Thank you both for your replies. Unfortunately there was no time left to try any of your suggestions. I solved this little inconvenience by removing the hdisk including its vscsi device from the client. Than I pursued to remove the virtual adapter on the vios, but I left the vpath device intact (data). I rebuilt the whole situation, but used another (existing) virtual adapter (vhost). This solved the problem and the hdisk/volume group combination was no longer sick as a dog.
I hope I have given enough feedback. If anyone knows of any reason why this worked?
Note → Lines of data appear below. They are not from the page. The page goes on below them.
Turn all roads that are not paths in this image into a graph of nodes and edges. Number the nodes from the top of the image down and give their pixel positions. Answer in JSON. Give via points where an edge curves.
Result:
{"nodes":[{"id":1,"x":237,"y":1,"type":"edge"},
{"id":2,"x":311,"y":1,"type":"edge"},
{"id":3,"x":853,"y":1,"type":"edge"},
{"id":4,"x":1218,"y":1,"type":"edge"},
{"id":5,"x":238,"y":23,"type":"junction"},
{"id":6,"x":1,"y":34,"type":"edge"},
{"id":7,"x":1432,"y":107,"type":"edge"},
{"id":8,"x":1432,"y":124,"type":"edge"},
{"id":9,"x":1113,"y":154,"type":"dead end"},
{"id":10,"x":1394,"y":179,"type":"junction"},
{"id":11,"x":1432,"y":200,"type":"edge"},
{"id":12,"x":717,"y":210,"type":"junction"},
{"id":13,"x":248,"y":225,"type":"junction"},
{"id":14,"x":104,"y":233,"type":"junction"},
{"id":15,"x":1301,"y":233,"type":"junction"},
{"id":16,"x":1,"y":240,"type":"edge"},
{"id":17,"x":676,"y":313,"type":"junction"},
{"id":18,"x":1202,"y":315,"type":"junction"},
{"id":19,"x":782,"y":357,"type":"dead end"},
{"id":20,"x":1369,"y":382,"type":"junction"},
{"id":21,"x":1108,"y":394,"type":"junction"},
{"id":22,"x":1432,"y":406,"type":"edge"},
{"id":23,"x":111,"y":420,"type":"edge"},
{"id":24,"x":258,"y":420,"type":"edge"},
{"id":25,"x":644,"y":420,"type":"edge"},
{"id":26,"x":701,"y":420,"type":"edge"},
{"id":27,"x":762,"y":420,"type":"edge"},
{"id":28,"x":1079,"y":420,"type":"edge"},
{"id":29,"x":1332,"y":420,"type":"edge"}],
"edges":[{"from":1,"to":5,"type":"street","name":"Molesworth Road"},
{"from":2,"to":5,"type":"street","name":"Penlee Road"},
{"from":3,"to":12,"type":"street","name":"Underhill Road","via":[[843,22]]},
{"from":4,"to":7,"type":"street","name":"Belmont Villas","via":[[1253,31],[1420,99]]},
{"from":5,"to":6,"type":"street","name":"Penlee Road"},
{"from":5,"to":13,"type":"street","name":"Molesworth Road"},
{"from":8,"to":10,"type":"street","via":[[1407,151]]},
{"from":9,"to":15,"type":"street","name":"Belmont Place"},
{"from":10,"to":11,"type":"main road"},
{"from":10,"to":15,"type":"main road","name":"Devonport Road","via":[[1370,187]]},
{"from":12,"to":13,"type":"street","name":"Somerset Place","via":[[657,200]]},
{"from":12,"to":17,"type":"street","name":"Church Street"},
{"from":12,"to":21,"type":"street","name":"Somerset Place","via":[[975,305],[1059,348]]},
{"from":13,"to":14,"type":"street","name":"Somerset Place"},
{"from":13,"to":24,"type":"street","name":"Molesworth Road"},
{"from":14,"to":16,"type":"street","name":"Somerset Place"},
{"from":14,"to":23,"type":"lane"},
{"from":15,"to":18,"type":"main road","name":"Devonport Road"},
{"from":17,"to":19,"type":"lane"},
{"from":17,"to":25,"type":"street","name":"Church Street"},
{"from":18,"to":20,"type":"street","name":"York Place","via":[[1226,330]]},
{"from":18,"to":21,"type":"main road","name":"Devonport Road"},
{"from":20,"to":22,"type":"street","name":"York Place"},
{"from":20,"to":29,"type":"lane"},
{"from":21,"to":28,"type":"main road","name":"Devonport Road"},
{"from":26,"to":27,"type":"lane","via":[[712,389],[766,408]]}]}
Please feel free to share it with all of us.
Logged
John Peck
Global Moderator
Senior Member
*****
Posts: 46


« Reply #2 on: February 09, 2008, 01:07:10 AM »


The errpt extract means there was a problem writing to a JFS (2) log area, which would be in the course of a write to a filesystem, maybe not on the same "disk".  Could be an unfortunate bad block under that area, could be a total loss of ability to write to the "disk", could be any number of things as Michael says.

However, to explain the rest of it...

The "brin1app" VG was apparently not varied on and could not be varied on because there was not a quorum of VGDAs that agreed.

If it's a one "disk" VG, that's because there's a problem with that "disk" and in writing to the VGDAs (2) on it, presumably at the same time as the problem with the write to the JFS (2) log.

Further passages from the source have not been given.